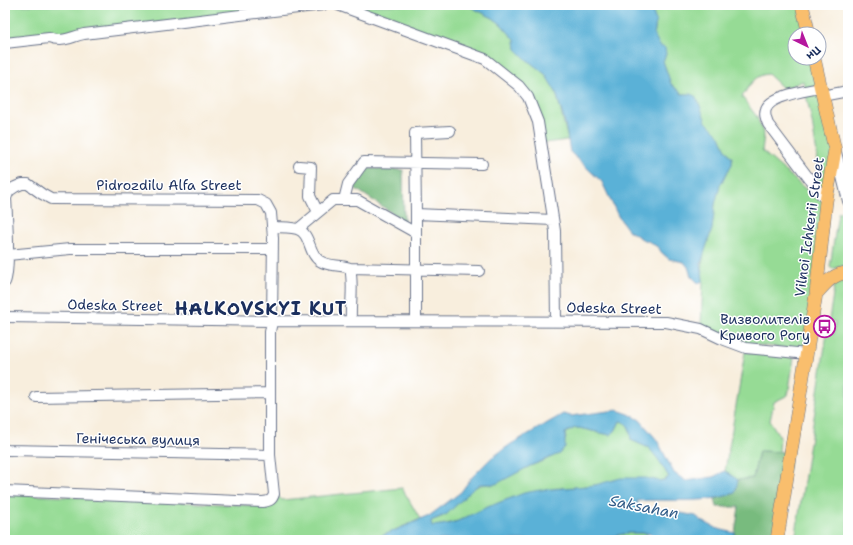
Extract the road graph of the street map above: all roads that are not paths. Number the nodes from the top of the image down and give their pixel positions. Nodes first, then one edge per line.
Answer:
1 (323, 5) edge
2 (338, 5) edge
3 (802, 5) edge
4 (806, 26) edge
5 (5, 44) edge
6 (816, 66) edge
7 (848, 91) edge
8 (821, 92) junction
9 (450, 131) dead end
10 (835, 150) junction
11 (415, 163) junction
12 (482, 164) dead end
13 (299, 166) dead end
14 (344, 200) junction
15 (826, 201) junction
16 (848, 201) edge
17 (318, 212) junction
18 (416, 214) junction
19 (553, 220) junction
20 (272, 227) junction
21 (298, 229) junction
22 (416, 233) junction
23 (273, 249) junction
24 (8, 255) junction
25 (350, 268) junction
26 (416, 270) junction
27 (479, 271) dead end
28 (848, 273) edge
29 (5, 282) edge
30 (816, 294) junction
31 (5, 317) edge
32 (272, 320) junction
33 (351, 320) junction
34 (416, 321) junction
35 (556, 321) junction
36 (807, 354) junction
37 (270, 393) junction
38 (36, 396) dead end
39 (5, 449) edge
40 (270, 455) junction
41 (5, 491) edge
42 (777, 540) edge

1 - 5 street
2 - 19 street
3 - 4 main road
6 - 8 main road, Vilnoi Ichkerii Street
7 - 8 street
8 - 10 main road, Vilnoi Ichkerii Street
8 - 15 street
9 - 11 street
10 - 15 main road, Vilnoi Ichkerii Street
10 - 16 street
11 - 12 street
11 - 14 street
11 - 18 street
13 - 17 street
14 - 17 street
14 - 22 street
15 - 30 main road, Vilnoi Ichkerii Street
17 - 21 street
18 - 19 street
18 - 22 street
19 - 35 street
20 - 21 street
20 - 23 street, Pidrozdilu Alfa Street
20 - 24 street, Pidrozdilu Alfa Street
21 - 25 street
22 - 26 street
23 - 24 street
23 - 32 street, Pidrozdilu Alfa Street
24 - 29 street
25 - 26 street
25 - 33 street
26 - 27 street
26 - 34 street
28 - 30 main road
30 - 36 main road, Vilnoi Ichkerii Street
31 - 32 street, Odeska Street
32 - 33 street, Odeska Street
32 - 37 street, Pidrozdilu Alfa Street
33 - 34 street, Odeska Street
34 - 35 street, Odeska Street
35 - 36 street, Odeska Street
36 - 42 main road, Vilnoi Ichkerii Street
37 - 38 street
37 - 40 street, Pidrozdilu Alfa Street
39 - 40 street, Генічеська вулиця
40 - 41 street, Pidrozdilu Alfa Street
=-=-=-=-=
## What to produce
Output the entries above exactly, without their pictures.

## Answer to this task
Extract the road graph of the street map above: all roads that are not paths. Number the nodes from the top of the image down and give their pixel positions. Nodes first, then one edge per line.
Answer:
1 (323, 5) edge
2 (338, 5) edge
3 (802, 5) edge
4 (806, 26) edge
5 (5, 44) edge
6 (816, 66) edge
7 (848, 91) edge
8 (821, 92) junction
9 (450, 131) dead end
10 (835, 150) junction
11 (415, 163) junction
12 (482, 164) dead end
13 (299, 166) dead end
14 (344, 200) junction
15 (826, 201) junction
16 (848, 201) edge
17 (318, 212) junction
18 (416, 214) junction
19 (553, 220) junction
20 (272, 227) junction
21 (298, 229) junction
22 (416, 233) junction
23 (273, 249) junction
24 (8, 255) junction
25 (350, 268) junction
26 (416, 270) junction
27 (479, 271) dead end
28 (848, 273) edge
29 (5, 282) edge
30 (816, 294) junction
31 (5, 317) edge
32 (272, 320) junction
33 (351, 320) junction
34 (416, 321) junction
35 (556, 321) junction
36 (807, 354) junction
37 (270, 393) junction
38 (36, 396) dead end
39 (5, 449) edge
40 (270, 455) junction
41 (5, 491) edge
42 (777, 540) edge

1 - 5 street
2 - 19 street
3 - 4 main road
6 - 8 main road, Vilnoi Ichkerii Street
7 - 8 street
8 - 10 main road, Vilnoi Ichkerii Street
8 - 15 street
9 - 11 street
10 - 15 main road, Vilnoi Ichkerii Street
10 - 16 street
11 - 12 street
11 - 14 street
11 - 18 street
13 - 17 street
14 - 17 street
14 - 22 street
15 - 30 main road, Vilnoi Ichkerii Street
17 - 21 street
18 - 19 street
18 - 22 street
19 - 35 street
20 - 21 street
20 - 23 street, Pidrozdilu Alfa Street
20 - 24 street, Pidrozdilu Alfa Street
21 - 25 street
22 - 26 street
23 - 24 street
23 - 32 street, Pidrozdilu Alfa Street
24 - 29 street
25 - 26 street
25 - 33 street
26 - 27 street
26 - 34 street
28 - 30 main road
30 - 36 main road, Vilnoi Ichkerii Street
31 - 32 street, Odeska Street
32 - 33 street, Odeska Street
32 - 37 street, Pidrozdilu Alfa Street
33 - 34 street, Odeska Street
34 - 35 street, Odeska Street
35 - 36 street, Odeska Street
36 - 42 main road, Vilnoi Ichkerii Street
37 - 38 street
37 - 40 street, Pidrozdilu Alfa Street
39 - 40 street, Генічеська вулиця
40 - 41 street, Pidrozdilu Alfa Street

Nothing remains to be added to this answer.